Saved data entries
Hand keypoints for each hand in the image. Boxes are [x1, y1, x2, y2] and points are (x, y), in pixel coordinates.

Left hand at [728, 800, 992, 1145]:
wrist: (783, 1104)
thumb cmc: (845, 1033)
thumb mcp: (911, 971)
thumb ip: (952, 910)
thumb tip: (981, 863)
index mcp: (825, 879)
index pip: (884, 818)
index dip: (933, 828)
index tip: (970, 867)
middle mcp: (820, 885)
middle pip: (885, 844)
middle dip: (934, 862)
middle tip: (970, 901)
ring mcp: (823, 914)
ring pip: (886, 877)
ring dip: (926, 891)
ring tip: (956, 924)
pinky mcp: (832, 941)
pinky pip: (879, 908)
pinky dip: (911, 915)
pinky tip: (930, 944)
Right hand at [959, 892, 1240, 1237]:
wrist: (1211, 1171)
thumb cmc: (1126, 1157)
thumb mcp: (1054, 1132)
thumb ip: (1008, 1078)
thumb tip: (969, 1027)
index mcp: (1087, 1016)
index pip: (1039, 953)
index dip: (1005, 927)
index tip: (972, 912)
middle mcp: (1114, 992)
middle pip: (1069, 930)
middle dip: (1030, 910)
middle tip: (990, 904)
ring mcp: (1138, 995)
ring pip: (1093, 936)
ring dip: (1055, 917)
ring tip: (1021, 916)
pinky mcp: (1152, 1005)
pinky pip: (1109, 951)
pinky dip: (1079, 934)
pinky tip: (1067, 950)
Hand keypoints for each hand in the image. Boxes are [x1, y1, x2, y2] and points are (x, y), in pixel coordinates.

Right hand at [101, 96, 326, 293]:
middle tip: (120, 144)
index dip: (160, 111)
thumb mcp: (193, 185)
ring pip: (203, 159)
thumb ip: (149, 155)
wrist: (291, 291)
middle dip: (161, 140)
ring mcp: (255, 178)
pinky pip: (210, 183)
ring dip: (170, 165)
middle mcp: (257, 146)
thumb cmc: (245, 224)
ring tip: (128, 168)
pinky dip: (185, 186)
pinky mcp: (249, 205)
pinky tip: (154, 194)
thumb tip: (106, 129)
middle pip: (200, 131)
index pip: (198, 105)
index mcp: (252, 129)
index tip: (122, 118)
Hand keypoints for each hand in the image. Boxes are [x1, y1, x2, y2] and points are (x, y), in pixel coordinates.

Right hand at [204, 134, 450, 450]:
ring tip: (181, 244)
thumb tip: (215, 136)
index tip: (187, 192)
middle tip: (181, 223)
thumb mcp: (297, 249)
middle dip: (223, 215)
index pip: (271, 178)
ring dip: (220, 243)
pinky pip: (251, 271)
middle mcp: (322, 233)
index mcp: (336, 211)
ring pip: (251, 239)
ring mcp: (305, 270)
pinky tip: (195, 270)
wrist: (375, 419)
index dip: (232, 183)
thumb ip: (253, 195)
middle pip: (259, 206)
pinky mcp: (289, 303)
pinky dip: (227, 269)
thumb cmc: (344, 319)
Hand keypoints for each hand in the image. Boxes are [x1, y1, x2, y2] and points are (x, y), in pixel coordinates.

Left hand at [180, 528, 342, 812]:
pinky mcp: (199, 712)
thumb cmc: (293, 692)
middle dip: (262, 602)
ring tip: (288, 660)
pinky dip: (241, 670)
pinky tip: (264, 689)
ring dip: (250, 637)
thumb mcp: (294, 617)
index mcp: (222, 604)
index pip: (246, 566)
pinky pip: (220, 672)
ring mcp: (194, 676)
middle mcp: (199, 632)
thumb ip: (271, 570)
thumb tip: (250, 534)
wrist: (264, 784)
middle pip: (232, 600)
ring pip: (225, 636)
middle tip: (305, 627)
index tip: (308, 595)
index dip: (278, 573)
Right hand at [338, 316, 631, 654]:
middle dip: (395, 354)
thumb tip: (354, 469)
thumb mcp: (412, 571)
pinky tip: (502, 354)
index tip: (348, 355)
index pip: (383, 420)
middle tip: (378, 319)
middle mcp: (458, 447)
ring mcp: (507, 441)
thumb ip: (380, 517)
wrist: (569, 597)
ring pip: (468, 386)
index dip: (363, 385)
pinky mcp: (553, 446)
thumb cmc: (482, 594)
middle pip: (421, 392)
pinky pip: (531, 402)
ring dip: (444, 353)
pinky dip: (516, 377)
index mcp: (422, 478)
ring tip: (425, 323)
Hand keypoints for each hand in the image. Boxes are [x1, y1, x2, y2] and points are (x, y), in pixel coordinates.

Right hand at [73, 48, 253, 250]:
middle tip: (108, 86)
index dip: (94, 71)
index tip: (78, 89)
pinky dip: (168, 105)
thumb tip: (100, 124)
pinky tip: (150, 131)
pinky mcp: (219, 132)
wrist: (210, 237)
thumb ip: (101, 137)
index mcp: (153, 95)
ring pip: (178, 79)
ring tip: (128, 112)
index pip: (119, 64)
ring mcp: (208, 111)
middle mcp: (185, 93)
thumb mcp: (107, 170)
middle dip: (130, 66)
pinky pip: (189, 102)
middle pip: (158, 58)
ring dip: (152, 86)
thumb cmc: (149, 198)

Your instructions :: Output every entry again, exactly as given.

Result of this task ::
Hand keypoints for each hand in the image. Boxes are [x1, y1, x2, y2] and points are (x, y), in pixel coordinates.

Left hand at [728, 800, 992, 1145]:
wrist: (783, 1104)
thumb cmc: (845, 1033)
thumb mcp: (911, 971)
thumb ip: (952, 910)
thumb tip: (981, 863)
index mcp: (825, 879)
index pip: (884, 818)
index dip: (933, 828)
index tip: (970, 867)
middle mcp: (820, 885)
middle pip: (885, 844)
middle dip: (934, 862)
middle tip: (970, 901)
ring mcp: (823, 914)
ring pip: (886, 877)
ring dip: (926, 891)
ring tip: (956, 924)
pinky mcp: (832, 941)
pinky pip: (879, 908)
pinky dip: (911, 915)
pinky tip: (930, 944)
Right hand at [959, 892, 1240, 1237]:
wrist: (1211, 1171)
thumb cmc: (1126, 1157)
thumb mcp: (1054, 1132)
thumb ip: (1008, 1078)
thumb tip: (969, 1027)
index mcp: (1087, 1016)
index pip: (1039, 953)
index dip: (1005, 927)
index tip: (972, 912)
middle mcp: (1114, 992)
middle pip: (1069, 930)
middle dip: (1030, 910)
middle tip: (990, 904)
ring mcp: (1138, 995)
ring pip: (1093, 936)
ring dip: (1055, 917)
ring tip: (1021, 916)
pinky mcp: (1152, 1005)
pinky pip: (1109, 951)
pinky dip: (1079, 934)
pinky tip: (1067, 950)
Hand keypoints for each hand in the image. Boxes are [x1, y1, x2, y2] and points are (x, y), in pixel coordinates.

Right hand at [101, 96, 326, 293]:
middle tip: (120, 144)
index dip: (160, 111)
thumb mcp: (193, 185)
ring pip: (203, 159)
thumb ip: (149, 155)
wrist: (291, 291)
middle dip: (161, 140)
ring mcp: (255, 178)
pinky pip: (210, 183)
ring dip: (170, 165)
middle mcp: (257, 146)
thumb cmc: (245, 224)
ring tip: (128, 168)
pinky dip: (185, 186)
pinky mcp: (249, 205)
pinky tip: (154, 194)
thumb tip: (106, 129)
middle pip: (200, 131)
index pip: (198, 105)
index mcp: (252, 129)
index tip: (122, 118)
Hand keypoints for each hand in the image. Boxes are [x1, y1, x2, y2] and points are (x, y), in pixel coordinates.

Right hand at [204, 134, 450, 450]:
ring tip: (181, 244)
thumb tip: (215, 136)
index tip: (187, 192)
middle tip: (181, 223)
thumb mcp: (297, 249)
middle dip: (223, 215)
index pip: (271, 178)
ring dip: (220, 243)
pinky pip: (251, 271)
middle mcp: (322, 233)
index mcp: (336, 211)
ring pip: (251, 239)
ring mcp: (305, 270)
pinky tip: (195, 270)
wrist: (375, 419)
index dip: (232, 183)
thumb ip: (253, 195)
middle pip: (259, 206)
pinky mcp: (289, 303)
pinky dip: (227, 269)
thumb cmc: (344, 319)
Hand keypoints for each hand in the image. Boxes are [x1, y1, x2, y2] and points are (x, y), in pixel coordinates.

Left hand at [180, 528, 342, 812]:
pinky mcp: (199, 712)
thumb cmc: (293, 692)
middle dip: (262, 602)
ring tip: (288, 660)
pinky dip: (241, 670)
pinky tip: (264, 689)
ring dip: (250, 637)
thumb mcp: (294, 617)
index mcp: (222, 604)
index pip: (246, 566)
pinky pip: (220, 672)
ring mcp: (194, 676)
middle mcp: (199, 632)
thumb ip: (271, 570)
thumb tip: (250, 534)
wrist: (264, 784)
middle pip: (232, 600)
ring pip: (225, 636)
middle tip: (305, 627)
index tip: (308, 595)
index dip: (278, 573)
Right hand at [338, 316, 631, 654]:
middle dip: (395, 354)
thumb tip: (354, 469)
thumb mcp: (412, 571)
pinky tip: (502, 354)
index tip: (348, 355)
index pip: (383, 420)
middle tip: (378, 319)
middle mcp: (458, 447)
ring mcp: (507, 441)
thumb ip: (380, 517)
wrist: (569, 597)
ring pip: (468, 386)
index dip: (363, 385)
pinky mcp: (553, 446)
thumb cmc: (482, 594)
middle pip: (421, 392)
pinky pip: (531, 402)
ring dip: (444, 353)
pinky dip: (516, 377)
index mcp: (422, 478)
ring tip: (425, 323)
Hand keypoints for each hand in the image. Boxes are [x1, y1, x2, y2] and points are (x, y), in pixel coordinates.

Right hand at [73, 48, 253, 250]:
middle tip: (108, 86)
index dip: (94, 71)
index tip: (78, 89)
pinky dip: (168, 105)
thumb tip: (100, 124)
pinky tip: (150, 131)
pinky mcp: (219, 132)
wrist: (210, 237)
thumb ip: (101, 137)
index mcp: (153, 95)
ring pip: (178, 79)
ring tip: (128, 112)
index pip: (119, 64)
ring mcp: (208, 111)
middle mcp: (185, 93)
thumb mcp: (107, 170)
middle dip: (130, 66)
pinky pip: (189, 102)
middle pip: (158, 58)
ring dip: (152, 86)
thumb cmc: (149, 198)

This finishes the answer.